Upaya pengendalian organisme pengendali tanaman terutama hama yang menyerang padi menggunakan pestisida organik yang dibuat sendiri oleh petani. Pestisida yang digunakan menggunakan bahan-bahan organik yang disesuaikan dengan hama yang ingin dikendalikan. Namun, pada prinsipnya bahan-bahan yang digunakan untuk membuat pestisida merupakan bahan organik yang memiliki sifat berbau menyengat, terasa panas jika tersentuh, serta memiliki rasa yang pahit. Petani biasanya mengguakan kombinasi bahan-bahan organik yang ada di sekitar lingkungan mereka. Penyemprotan pestisida organik sebaiknya dilakukan secara minimal yaitu pada kondisi organisme penggangu tanaman telah dalam jumlah yang merugikan. Namun, petani padi organik di Kabupaten Tasikmalaya pada umumnya melakukan penyemprotan pestisida organik sebanyak dua kali yaitu saat padi berumur tujuh HST dan 14 HST.
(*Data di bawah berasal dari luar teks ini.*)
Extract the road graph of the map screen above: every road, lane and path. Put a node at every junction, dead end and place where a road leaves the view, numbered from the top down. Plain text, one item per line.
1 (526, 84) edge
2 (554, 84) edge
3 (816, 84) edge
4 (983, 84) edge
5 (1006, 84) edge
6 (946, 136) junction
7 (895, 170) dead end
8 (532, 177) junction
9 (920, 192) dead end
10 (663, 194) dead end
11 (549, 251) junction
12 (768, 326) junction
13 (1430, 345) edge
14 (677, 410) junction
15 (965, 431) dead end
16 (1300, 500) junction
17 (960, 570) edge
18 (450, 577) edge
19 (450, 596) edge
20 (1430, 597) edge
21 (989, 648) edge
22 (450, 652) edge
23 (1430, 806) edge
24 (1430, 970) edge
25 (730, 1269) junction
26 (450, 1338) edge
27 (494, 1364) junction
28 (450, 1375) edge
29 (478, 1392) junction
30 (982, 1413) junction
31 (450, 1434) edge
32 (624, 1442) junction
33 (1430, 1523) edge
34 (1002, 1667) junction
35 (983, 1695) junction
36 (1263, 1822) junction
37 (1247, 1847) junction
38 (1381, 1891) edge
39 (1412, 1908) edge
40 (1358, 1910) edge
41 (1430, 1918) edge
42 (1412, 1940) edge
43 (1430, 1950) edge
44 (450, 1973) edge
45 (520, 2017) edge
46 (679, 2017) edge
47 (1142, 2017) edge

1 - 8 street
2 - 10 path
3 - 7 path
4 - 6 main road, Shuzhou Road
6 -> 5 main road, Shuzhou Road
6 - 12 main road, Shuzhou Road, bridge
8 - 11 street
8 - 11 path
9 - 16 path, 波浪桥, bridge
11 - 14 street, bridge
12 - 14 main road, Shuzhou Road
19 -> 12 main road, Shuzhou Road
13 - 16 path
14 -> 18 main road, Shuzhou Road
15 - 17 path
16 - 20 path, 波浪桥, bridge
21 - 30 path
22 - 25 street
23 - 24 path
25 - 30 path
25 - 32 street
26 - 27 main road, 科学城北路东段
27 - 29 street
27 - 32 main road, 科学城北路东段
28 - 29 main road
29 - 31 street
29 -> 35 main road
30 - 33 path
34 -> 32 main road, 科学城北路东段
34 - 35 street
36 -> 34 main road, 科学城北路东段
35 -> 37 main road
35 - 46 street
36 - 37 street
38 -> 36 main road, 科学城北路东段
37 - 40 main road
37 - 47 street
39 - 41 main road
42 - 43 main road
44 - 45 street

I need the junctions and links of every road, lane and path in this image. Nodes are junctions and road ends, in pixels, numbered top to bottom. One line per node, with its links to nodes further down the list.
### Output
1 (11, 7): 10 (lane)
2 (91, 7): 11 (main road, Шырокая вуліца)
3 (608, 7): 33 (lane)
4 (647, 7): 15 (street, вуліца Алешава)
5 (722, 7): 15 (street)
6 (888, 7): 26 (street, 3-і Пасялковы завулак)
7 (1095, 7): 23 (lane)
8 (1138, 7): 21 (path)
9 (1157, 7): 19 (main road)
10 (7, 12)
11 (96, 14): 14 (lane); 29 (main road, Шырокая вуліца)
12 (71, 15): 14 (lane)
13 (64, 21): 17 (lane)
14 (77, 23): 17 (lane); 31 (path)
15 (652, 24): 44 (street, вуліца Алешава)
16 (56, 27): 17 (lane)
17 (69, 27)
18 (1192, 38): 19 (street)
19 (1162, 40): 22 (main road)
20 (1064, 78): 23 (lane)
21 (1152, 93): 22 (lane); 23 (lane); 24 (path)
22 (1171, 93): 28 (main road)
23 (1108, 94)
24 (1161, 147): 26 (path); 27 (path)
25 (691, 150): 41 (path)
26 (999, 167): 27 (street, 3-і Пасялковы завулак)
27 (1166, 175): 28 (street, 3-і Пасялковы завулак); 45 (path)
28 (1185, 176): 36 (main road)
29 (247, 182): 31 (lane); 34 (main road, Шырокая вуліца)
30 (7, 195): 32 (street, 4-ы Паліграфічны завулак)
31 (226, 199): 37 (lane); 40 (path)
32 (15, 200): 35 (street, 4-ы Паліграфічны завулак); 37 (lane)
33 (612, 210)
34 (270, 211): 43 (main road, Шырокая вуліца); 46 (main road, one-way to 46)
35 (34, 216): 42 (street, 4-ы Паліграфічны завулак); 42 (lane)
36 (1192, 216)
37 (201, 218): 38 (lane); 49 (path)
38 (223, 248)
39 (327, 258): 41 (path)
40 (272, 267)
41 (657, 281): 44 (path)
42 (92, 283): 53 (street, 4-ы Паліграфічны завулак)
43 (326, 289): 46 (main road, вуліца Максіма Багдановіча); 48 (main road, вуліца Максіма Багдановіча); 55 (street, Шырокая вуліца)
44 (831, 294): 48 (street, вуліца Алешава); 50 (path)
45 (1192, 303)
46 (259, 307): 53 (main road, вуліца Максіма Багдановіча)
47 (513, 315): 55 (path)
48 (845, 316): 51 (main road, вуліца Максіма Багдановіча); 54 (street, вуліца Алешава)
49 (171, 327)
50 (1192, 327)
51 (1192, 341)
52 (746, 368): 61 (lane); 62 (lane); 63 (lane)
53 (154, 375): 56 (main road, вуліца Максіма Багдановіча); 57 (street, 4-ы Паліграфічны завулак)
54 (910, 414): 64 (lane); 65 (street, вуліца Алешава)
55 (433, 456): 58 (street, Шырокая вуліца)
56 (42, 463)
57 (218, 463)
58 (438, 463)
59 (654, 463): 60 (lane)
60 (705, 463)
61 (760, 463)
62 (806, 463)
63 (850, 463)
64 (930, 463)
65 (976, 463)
6.1.2.6. Pemantauan Tanaman

Tahapan ini merupakan salah satu tahapan yang menjadi perbedaan yang signifikan antara usahatani padi organik dan padi konvensional. Pada tahapan ini petani harus melakukan pengamatan tanaman diluar penyiangan, pemupukan dan pengendalian hama penyakit yaitu secara rutin petani memantau sawahnya setiap hari untuk mengkontrol kondisi tanaman terutama pada fase vegetatif dan fase generatif. Biasanya petani padi organik menghabiskan waktu selama dua jam per hari pada periode tersebut untuk melakukan pemantauan tanaman.

6.1.2.7. Pemanenan

Pemanenan padi di Kabupaten Tasikmalaya tergantung pada daerah yang ditanami padi serta varietas yang digunakan, sehingga waktu panen petani tidak bersamaan. Namun, rata-rata panen padi berada pada kisaran umur padi 115-130 HST (hari setelah tanam). Padi yang sudah siap dipanen memiliki ciri-ciri berbiji bernas serta telah menguning. Petani padi organik di Kabupaten Tasikmalaya menggunakan sabit sebagai alat pemotong panen padi hingga didapat malai padi. Selanjutnya malai padi dirontokkan menggunakan alat gebot yaitu sejenis alat yang terbuat dari kayu sebagai media perontok gabah jika malai dipukulkan pada alat tersebut. Selain itu, petani biasanya menggunakan treser yaitu alat pemisah

gabah dengan malainya yang bentuknya bergerigi dan digerakkan menggunakan pedal untuk yang manual atau motor jika telah menggunakan mesin.